MATERIAL SUPPLIED

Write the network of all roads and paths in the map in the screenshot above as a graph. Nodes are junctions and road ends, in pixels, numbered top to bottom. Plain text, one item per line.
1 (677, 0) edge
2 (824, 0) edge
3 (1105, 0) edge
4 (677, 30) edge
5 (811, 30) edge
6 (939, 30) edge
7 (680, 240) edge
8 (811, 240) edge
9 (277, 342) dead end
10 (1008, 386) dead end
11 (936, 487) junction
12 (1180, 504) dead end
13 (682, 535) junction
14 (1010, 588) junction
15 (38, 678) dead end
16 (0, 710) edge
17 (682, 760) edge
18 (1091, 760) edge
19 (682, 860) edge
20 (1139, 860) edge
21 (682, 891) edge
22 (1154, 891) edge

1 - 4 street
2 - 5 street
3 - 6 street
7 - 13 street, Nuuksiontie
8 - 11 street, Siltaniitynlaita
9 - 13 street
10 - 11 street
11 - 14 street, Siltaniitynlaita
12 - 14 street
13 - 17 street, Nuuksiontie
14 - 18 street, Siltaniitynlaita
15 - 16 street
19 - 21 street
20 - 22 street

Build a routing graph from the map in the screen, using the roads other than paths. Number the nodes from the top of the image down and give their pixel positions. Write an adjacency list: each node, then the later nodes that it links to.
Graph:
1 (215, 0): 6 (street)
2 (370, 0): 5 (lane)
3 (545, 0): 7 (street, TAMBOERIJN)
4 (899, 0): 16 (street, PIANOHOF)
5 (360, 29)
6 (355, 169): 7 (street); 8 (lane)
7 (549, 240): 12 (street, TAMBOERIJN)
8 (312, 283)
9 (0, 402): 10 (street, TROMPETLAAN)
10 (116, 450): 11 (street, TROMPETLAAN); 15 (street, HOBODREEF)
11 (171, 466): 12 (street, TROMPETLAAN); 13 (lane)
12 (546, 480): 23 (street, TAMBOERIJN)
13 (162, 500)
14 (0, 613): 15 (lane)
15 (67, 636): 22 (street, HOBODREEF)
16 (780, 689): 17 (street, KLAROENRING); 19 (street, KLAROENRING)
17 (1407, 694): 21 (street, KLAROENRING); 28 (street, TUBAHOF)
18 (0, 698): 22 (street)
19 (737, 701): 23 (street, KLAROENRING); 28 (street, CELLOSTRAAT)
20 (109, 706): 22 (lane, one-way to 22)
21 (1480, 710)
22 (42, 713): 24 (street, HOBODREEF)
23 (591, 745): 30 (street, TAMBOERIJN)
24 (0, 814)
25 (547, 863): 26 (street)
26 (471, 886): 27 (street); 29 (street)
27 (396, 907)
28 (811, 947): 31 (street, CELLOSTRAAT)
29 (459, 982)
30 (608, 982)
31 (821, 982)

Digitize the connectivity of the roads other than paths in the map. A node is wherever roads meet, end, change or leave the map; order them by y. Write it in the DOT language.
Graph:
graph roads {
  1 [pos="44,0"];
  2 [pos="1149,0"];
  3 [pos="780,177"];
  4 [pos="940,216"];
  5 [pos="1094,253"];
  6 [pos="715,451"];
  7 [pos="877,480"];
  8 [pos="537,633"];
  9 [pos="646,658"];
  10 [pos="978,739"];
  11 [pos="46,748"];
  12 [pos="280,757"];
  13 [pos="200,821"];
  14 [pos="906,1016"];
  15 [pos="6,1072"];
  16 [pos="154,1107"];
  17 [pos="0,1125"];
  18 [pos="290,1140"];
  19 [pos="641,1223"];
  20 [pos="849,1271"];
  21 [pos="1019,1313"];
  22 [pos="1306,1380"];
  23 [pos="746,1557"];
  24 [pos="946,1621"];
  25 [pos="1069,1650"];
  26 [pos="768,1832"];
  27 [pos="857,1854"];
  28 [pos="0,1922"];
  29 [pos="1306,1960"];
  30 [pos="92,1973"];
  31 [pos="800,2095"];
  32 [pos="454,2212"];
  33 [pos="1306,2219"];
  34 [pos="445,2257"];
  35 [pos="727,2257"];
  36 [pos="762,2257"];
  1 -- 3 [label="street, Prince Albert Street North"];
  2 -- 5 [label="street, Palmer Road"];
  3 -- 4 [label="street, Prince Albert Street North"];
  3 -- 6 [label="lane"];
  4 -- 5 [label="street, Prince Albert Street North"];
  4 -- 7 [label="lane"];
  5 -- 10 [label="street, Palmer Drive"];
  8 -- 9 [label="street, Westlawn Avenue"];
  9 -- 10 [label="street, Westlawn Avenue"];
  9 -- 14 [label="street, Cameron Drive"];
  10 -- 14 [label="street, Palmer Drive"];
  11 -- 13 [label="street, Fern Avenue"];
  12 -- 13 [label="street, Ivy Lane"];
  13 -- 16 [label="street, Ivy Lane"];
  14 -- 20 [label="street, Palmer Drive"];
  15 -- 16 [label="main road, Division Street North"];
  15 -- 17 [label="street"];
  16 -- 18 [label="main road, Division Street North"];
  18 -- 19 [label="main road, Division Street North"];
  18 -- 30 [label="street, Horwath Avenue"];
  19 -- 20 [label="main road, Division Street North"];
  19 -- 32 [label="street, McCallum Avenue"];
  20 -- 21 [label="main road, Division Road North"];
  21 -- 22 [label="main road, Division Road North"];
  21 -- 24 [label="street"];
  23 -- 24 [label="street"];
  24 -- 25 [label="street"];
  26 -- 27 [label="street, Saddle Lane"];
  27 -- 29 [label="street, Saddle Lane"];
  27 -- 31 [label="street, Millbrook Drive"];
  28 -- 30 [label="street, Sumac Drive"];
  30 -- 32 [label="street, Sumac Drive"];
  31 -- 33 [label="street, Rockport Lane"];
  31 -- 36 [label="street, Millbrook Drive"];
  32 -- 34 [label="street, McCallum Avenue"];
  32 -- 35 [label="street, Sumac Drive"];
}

ASSIGNMENT
Return all lines of the material above in which the word "Division" occurs.

OUTPUT FOR THIS TASK
  15 -- 16 [label="main road, Division Street North"];
  16 -- 18 [label="main road, Division Street North"];
  18 -- 19 [label="main road, Division Street North"];
  19 -- 20 [label="main road, Division Street North"];
  20 -- 21 [label="main road, Division Road North"];
  21 -- 22 [label="main road, Division Road North"];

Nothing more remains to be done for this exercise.